The GlassWare CCDA Octal stereo PCB: This FR-4 PCB is extra thick, 0.094 inches (inserting and pulling tubes from their sockets won’t bend or break this board), double-sided, with plated-through heavy 2oz copper traces. In addition, the PCB is lovingly and expensively made in the USA. The boards are 5.5 by 6 inches, with five mounting holes, which helps to prevent excessive PCB bending while inserting and pulling tubes from their sockets.
Each PCB holds two CCDA (Constant-Current-Draw Amplifier) line-stage amplifiers; thus, one board is all that is needed for stereo unbalanced use (or one board for one channel of balanced line-stage amplification). The CCDA board makes building a standard-setting line stage amplifier a breeze. This assembled board with a chassis, power supply, such as the PS-14 or PS-4, volume control, selector switch, and a fistful of RCA jacks is all that is needed.
Introducing an Old Friend: The CCDA
CCDA stands for constant-current-draw amplifier. The CCDA consists of a grounded-cathode amplifier directly cascading into a cathode follower. So what; what's so special about this obvious pairing? Its special status lies in the details.

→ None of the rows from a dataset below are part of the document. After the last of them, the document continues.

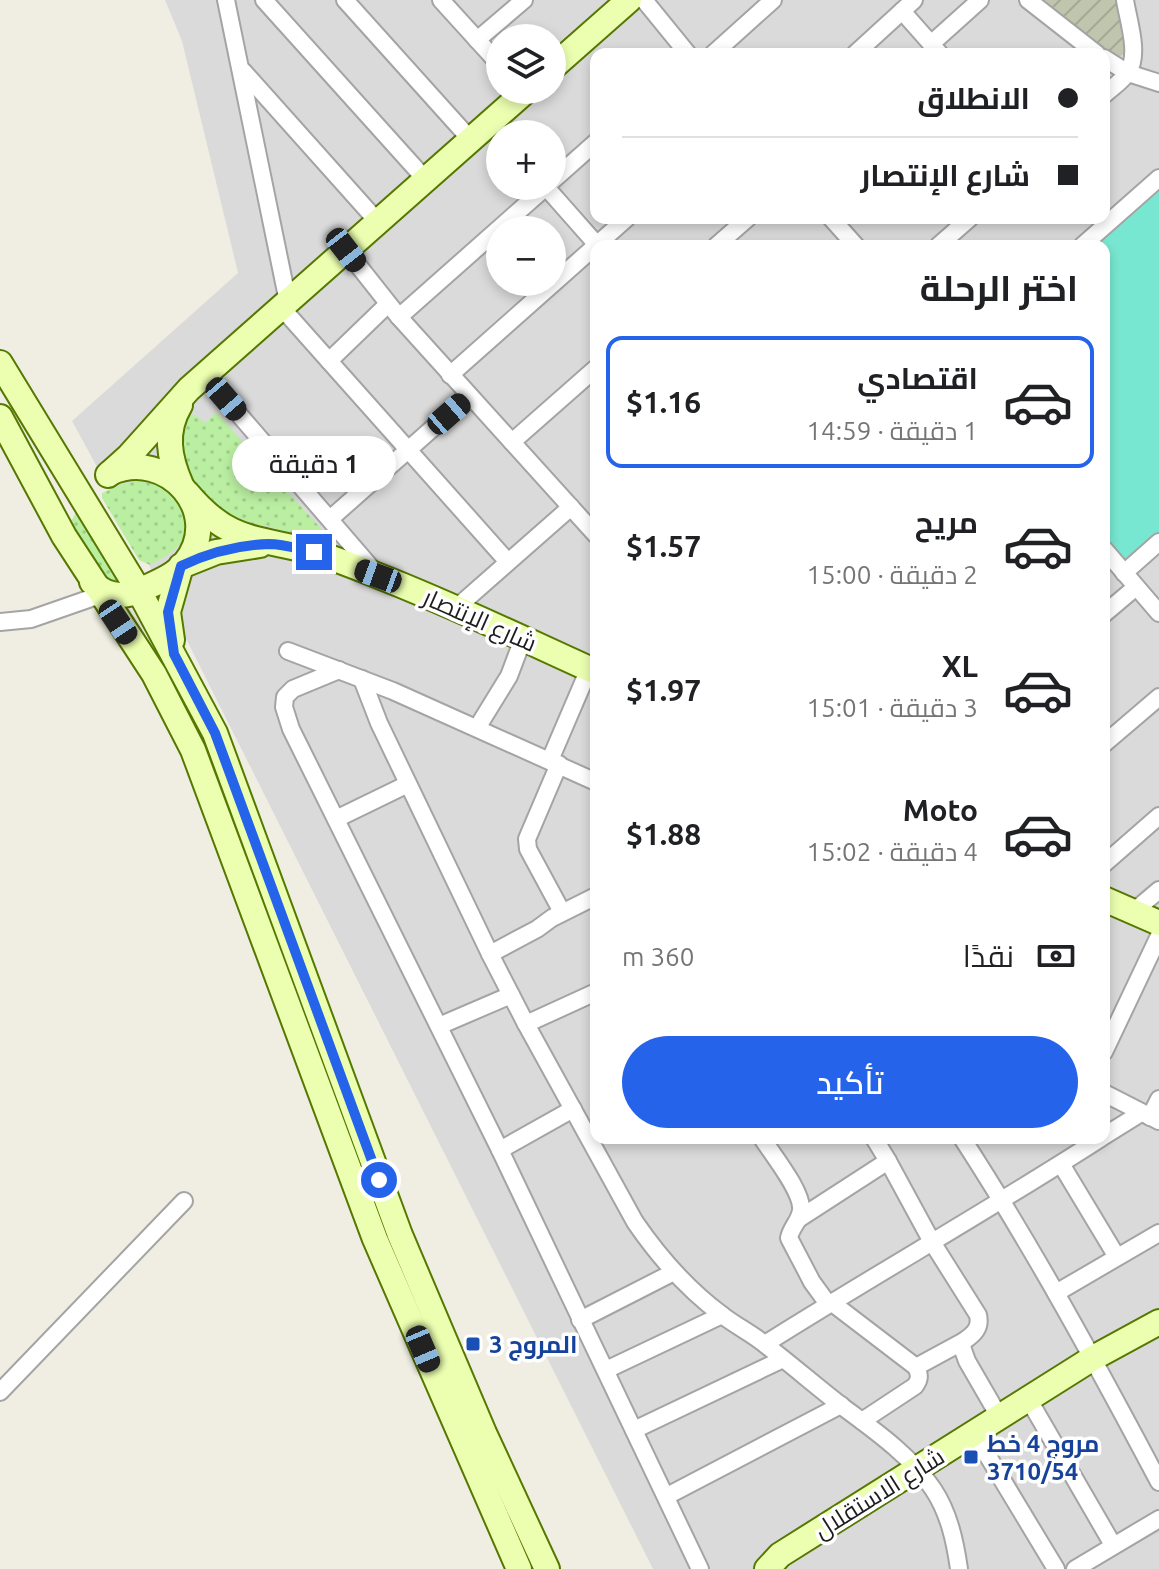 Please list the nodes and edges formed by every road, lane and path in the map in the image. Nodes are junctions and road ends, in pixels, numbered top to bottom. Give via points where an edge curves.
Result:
1 (242, 0) edge
2 (264, 0) edge
3 (345, 0) edge
4 (441, 0) edge
5 (524, 0) edge
6 (773, 0) edge
7 (980, 0) edge
8 (1028, 0) edge
9 (1125, 0) edge
10 (628, 1) edge
11 (228, 6) edge
12 (908, 6) edge
13 (477, 40) junction
14 (681, 48) edge
15 (720, 48) edge
16 (862, 48) edge
17 (935, 48) edge
18 (937, 48) edge
19 (1089, 48) edge
20 (486, 50) edge
21 (566, 56) edge
22 (1110, 62) edge
23 (241, 69) junction
24 (1128, 73) junction
25 (1159, 83) edge
26 (1110, 90) edge
27 (513, 104) edge
28 (499, 120) edge
29 (486, 132) edge
30 (486, 134) edge
31 (590, 147) edge
32 (566, 169) edge
33 (1159, 178) edge
34 (426, 180) junction
35 (529, 200) edge
36 (558, 200) edge
37 (1110, 221) edge
38 (378, 222) junction
39 (621, 224) edge
40 (742, 224) edge
41 (836, 224) edge
42 (962, 224) edge
43 (1092, 224) edge
44 (1106, 224) edge
45 (1098, 231) junction
46 (594, 240) edge
47 (603, 240) edge
48 (726, 240) edge
49 (851, 240) edge
50 (944, 240) edge
51 (1088, 240) edge
52 (346, 250) junction
53 (590, 252) edge
54 (284, 304) junction
55 (393, 310) junction
56 (329, 361) junction
57 (0, 363) edge
58 (590, 373) edge
59 (450, 375) junction
60 (197, 382) junction
61 (469, 396) junction
62 (0, 417) edge
63 (512, 442) junction
64 (409, 450) junction
65 (108, 475) junction
66 (76, 490) junction
67 (185, 490) junction
68 (571, 507) junction
69 (330, 519) junction
70 (590, 528) edge
71 (64, 536) junction
72 (1159, 542) edge
73 (271, 544) junction
74 (1110, 556) edge
75 (508, 562) junction
76 (181, 566) junction
77 (1124, 573) junction
78 (378, 576) junction
79 (1136, 587) junction
80 (95, 588) junction
81 (139, 591) junction
82 (455, 609) junction
83 (1110, 609) edge
84 (1159, 613) edge
85 (0, 622) edge
86 (523, 639) junction
87 (288, 651) dead end
88 (174, 654) junction
89 (590, 669) edge
90 (339, 670) junction
91 (590, 675) edge
92 (362, 679) junction
93 (1159, 697) edge
94 (477, 728) junction
95 (1110, 739) edge
96 (554, 762) junction
97 (590, 779) edge
98 (408, 784) junction
99 (1159, 816) edge
100 (336, 819) junction
101 (1110, 859) edge
102 (1159, 890) edge
103 (590, 899) edge
104 (1110, 902) edge
105 (562, 912) junction
106 (1133, 912) junction
107 (1159, 923) edge
108 (1159, 936) edge
109 (490, 954) junction
110 (511, 995) junction
111 (590, 995) edge
112 (526, 1024) junction
113 (439, 1026) junction
114 (1110, 1039) edge
115 (1110, 1096) edge
116 (1159, 1099) edge
117 (573, 1109) junction
118 (1150, 1117) edge
119 (1110, 1134) edge
120 (590, 1140) edge
121 (592, 1144) edge
122 (766, 1144) edge
123 (878, 1144) edge
124 (966, 1144) edge
125 (1092, 1144) edge
126 (500, 1150) junction
127 (888, 1161) junction
128 (1061, 1164) junction
129 (184, 1201) dead end
130 (1003, 1201) junction
131 (800, 1218) junction
132 (1159, 1233) edge
133 (932, 1242) junction
134 (1117, 1257) junction
135 (674, 1272) junction
136 (1056, 1293) junction
137 (830, 1303) junction
138 (722, 1315) junction
139 (580, 1320) junction
140 (1159, 1322) edge
141 (964, 1341) junction
142 (765, 1344) junction
143 (1093, 1358) junction
144 (783, 1359) junction
145 (916, 1367) junction
146 (606, 1370) junction
147 (0, 1392) edge
148 (1029, 1400) junction
149 (841, 1405) junction
150 (1000, 1418) junction
151 (862, 1421) junction
152 (634, 1430) junction
153 (974, 1433) junction
154 (918, 1469) junction
155 (1159, 1482) edge
156 (667, 1496) junction
157 (1159, 1519) edge
158 (1113, 1545) junction
159 (780, 1562) edge
160 (519, 1569) edge
161 (547, 1569) edge
162 (700, 1569) edge
163 (747, 1569) edge
164 (959, 1569) edge
165 (1056, 1569) edge
166 (1075, 1569) edge

1 - 11 street
2 - 34 street
3 - 29 street
4 - 13 street
5 - 13 street
6 - 15 street
7 - 18 street
8 - 19 street
9 - 24 street via 1133,51
10 - 14 street
10 - 21 main road
11 - 23 street
12 - 16 street
12 - 17 street
13 - 20 street
22 - 24 street
23 - 38 street
23 - 54 street
24 - 25 street
24 - 26 street
27 - 28 main road
30 - 34 main road
31 - 32 street
33 - 37 street
34 - 38 main road
35 - 55 street
36 - 46 street
38 - 52 main road
39 - 47 street
40 - 48 street
41 - 49 street
42 - 50 street
43 - 45 street
44 - 45 street
45 - 51 street
52 - 54 main road
52 - 55 street
53 - 59 street
54 - 56 street
54 - 60 main road
55 - 56 street
55 - 59 street
56 - 64 street
57 - 66 main road
58 - 63 street
59 - 61 street
60 - 65 main road
60 - 67 main road via 174,416 170,434 171,459
60 - 69 street
61 - 63 street
61 - 64 street
62 - 71 main road
63 - 68 street
64 - 69 street
64 - 75 street
65 - 66 main road
65 - 67 main road via 141,466 163,472
66 - 71 main road via 62,511
66 - 81 main road
67 - 73 main road via 216,523
67 - 76 main road via 194,505 197,529 192,552
68 - 70 street
68 - 75 street
69 - 78 street
71 - 80 main road
72 - 77 street
73 - 76 main road via 216,552
73 - 78 main road, شارع الإنتصار via 314,552
74 - 77 street
75 - 82 street
76 - 81 main road
76 - 88 main road via 168,612
77 - 79 street
78 - 82 main road, شارع الإنتصار
79 - 83 street
79 - 84 street
80 - 81 main road via 111,594
80 - 85 street via 31,619
80 - 160 main road via 154,674 193,750 375,1239
81 - 88 main road
82 - 86 main road, شارع الإنتصار
86 - 89 main road, شارع الإنتصار
86 - 94 street via 509,676
87 - 90 street
88 - 161 main road via 215,733 400,1235
90 - 92 street
90 - 100 street via 293,689 284,707
91 - 96 street
92 - 94 street
92 - 98 street
93 - 95 street
94 - 96 street
96 - 97 street
96 - 105 street via 527,839
98 - 100 street
98 - 109 street
99 - 101 street
100 - 113 street
102 - 106 street
103 - 105 street
104 - 106 main road
105 - 109 street
106 - 107 main road
108 - 114 street
109 - 110 street
110 - 112 street
110 - 113 street
111 - 112 street
112 - 117 street
113 - 126 street
115 - 118 street
116 - 118 street
117 - 120 street
117 - 126 street
118 - 119 street
121 - 135 street via 635,1222
122 - 131 street via 797,1193
123 - 127 street
124 - 130 street
125 - 128 street
126 - 139 street
127 - 131 street
127 - 133 street
128 - 130 street
128 - 134 street
129 - 147 street
130 - 133 street
130 - 136 street
131 - 137 street via 789,1238 812,1282
132 - 134 street
133 - 137 street
133 - 141 street via 978,1315 976,1331
134 - 136 street
135 - 138 street
135 - 139 street
136 - 143 street
137 - 142 street
137 - 145 street
138 - 142 street
138 - 146 street
139 - 146 street
140 - 143 main road, شارع الاستقلال
141 - 145 street
141 - 150 street via 967,1361
142 - 144 street
143 - 148 main road, شارع الاستقلال
143 - 155 street
144 - 149 street
144 - 152 street
145 - 151 street via 915,1386
146 - 152 street
148 - 150 main road, شارع الاستقلال
148 - 158 street
149 - 151 street
149 - 156 street
150 - 153 main road, شارع الاستقلال
151 - 154 street
152 - 156 street
153 - 154 main road, شارع الاستقلال
153 - 165 street
154 - 159 main road, شارع الاستقلال
154 - 164 street via 946,1514
156 - 162 street
157 - 158 street
158 - 166 street
159 - 163 main road, شارع الاستقلال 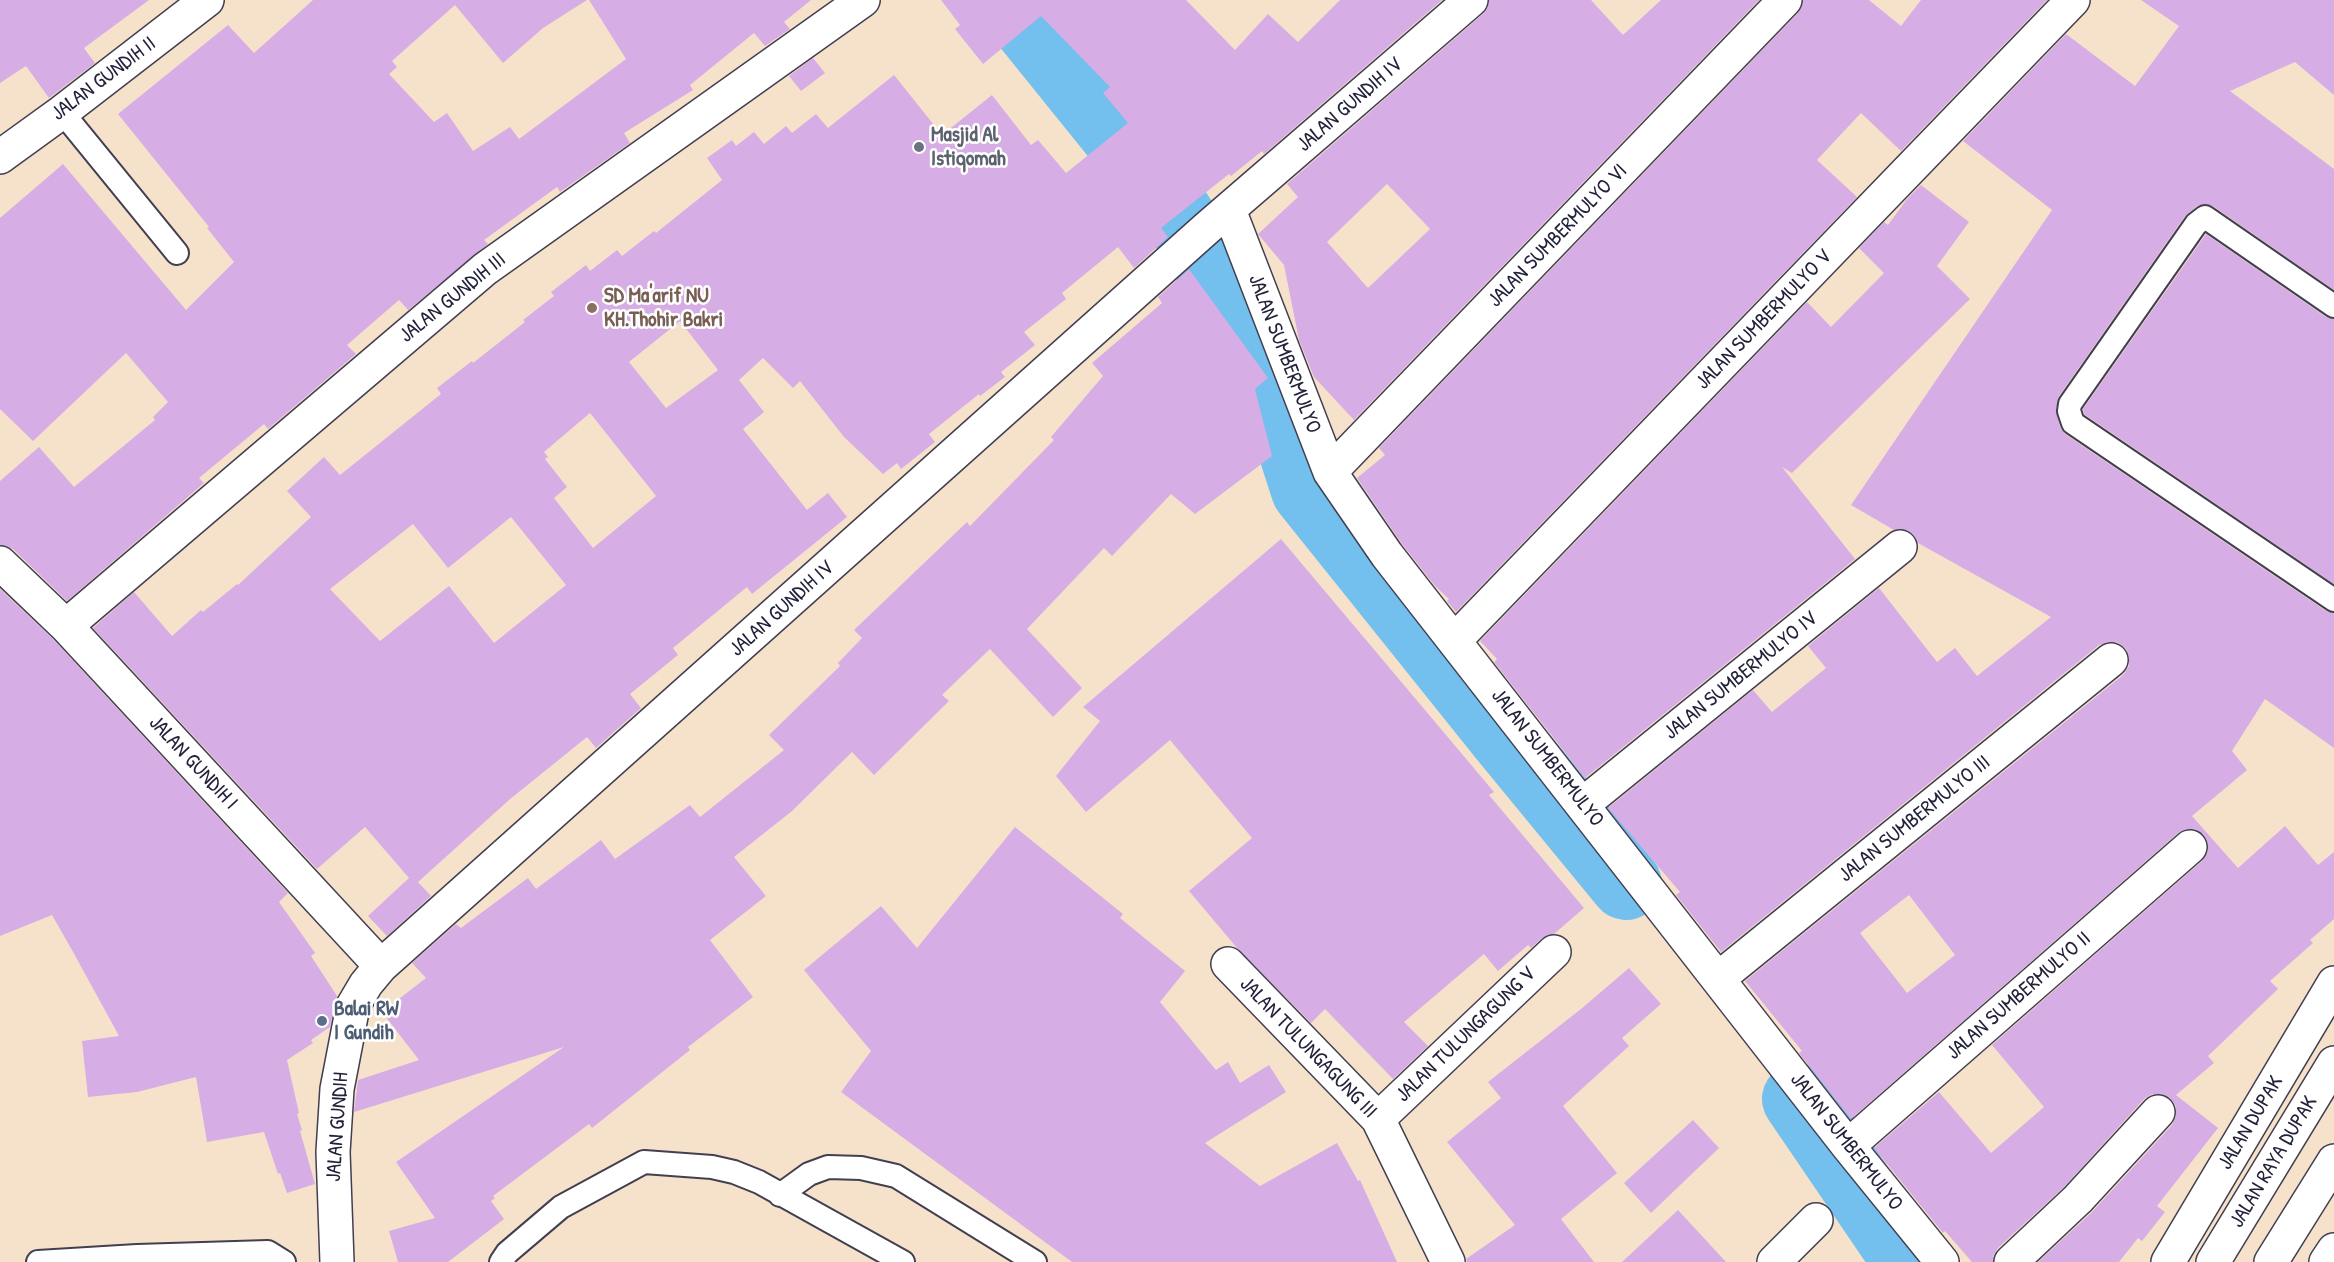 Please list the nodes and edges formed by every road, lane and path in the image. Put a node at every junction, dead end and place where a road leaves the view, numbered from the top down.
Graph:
1 (207, 0) edge
2 (863, 0) edge
3 (1471, 0) edge
4 (1785, 0) edge
5 (2073, 0) edge
6 (62, 112) junction
7 (0, 157) edge
8 (1218, 219) junction
9 (177, 253) dead end
10 (2334, 306) edge
11 (1330, 472) junction
12 (1900, 547) dead end
13 (0, 563) edge
14 (2334, 600) edge
15 (66, 626) junction
16 (1455, 640) junction
17 (2111, 660) dead end
18 (1582, 805) junction
19 (2190, 847) dead end
20 (1554, 952) dead end
21 (1228, 964) dead end
22 (381, 966) junction
23 (1719, 978) junction
24 (2334, 983) edge
25 (2334, 1062) edge
26 (2158, 1112) dead end
27 (1378, 1119) junction
28 (1848, 1146) junction
29 (2334, 1161) edge
30 (780, 1196) junction
31 (1816, 1220) dead end
32 (2334, 1250) edge
33 (38, 1262) edge
34 (284, 1262) edge
35 (337, 1262) edge
36 (501, 1262) edge
37 (903, 1262) edge
38 (1035, 1262) edge
39 (1448, 1262) edge
40 (1774, 1262) edge
41 (1942, 1262) edge
42 (2012, 1262) edge
43 (2168, 1262) edge
44 (2213, 1262) edge
45 (2271, 1262) edge
46 (2326, 1262) edge

1 - 6 street, JALAN GUNDIH II
2 - 15 street, JALAN GUNDIH III
3 - 8 street, JALAN GUNDIH IV
4 - 11 street, JALAN SUMBERMULYO VI
5 - 16 street, JALAN SUMBERMULYO V
6 - 7 street, JALAN GUNDIH II
6 - 9 lane
8 - 11 street, JALAN SUMBERMULYO
8 - 22 street, JALAN GUNDIH IV
10 - 14 lane
11 - 16 street, JALAN SUMBERMULYO
12 - 18 street, JALAN SUMBERMULYO IV
13 - 15 street, JALAN GUNDIH I
15 - 22 street, JALAN GUNDIH I
16 - 18 street, JALAN SUMBERMULYO
17 - 23 street, JALAN SUMBERMULYO III
18 - 23 street, JALAN SUMBERMULYO
19 - 28 street, JALAN SUMBERMULYO II
20 - 27 street, JALAN TULUNGAGUNG V
21 - 27 street, JALAN TULUNGAGUNG III
22 - 35 street, JALAN GUNDIH
23 - 28 street, JALAN SUMBERMULYO
24 - 43 street, JALAN DUPAK
25 - 44 street, JALAN RAYA DUPAK
26 - 42 street
27 - 39 street, JALAN TULUNGAGUNG III
28 - 41 street, JALAN SUMBERMULYO
29 - 45 street
30 - 36 lane
30 - 37 lane
30 - 38 lane
31 - 40 street
32 - 46 street
33 - 34 lane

The circuit’s constant current draw feature is highly desirable, as the signal amplification will not alter the amount of current being sourced from the power supply. Consequently, by not perturbing the power supply, the design of the power supply is greatly simplified and the need for expensive parts is lessened, parts such as big reservoir and exotic bypass capacitors.
In order to achieve constant-current draw, in the CCDA circuit each triode splits the B+ voltage, so each sees the same cathode-to-plate voltage; and each works into the same load resistance with the same idle current. Thus, total current draw for the two stages equals twice that of either stage individually.
Now here is where the constant-current draw enters the picture. Both the grounded-cathode amplifier and the cathode follower are in voltage phase, but not current phase. For example when the grounded-cathode amplifier sees a positive going input signal, its plate current increases, which increases the voltage developed across the plate resistor, which in turn swings the plate voltage down.
This downward swing is then relayed into the cathode follower's grid, whose cathode follows its grid, reducing the voltage across the cathode follower’s cathode resistor, which in turn causes the cathode follower to decrease its current conduction to the same degree that the previous stage's current increased, as they share the same load resistance. Thus, the net current draw from both stages remains unchanged, although the cathodes and plates might be swinging hugely.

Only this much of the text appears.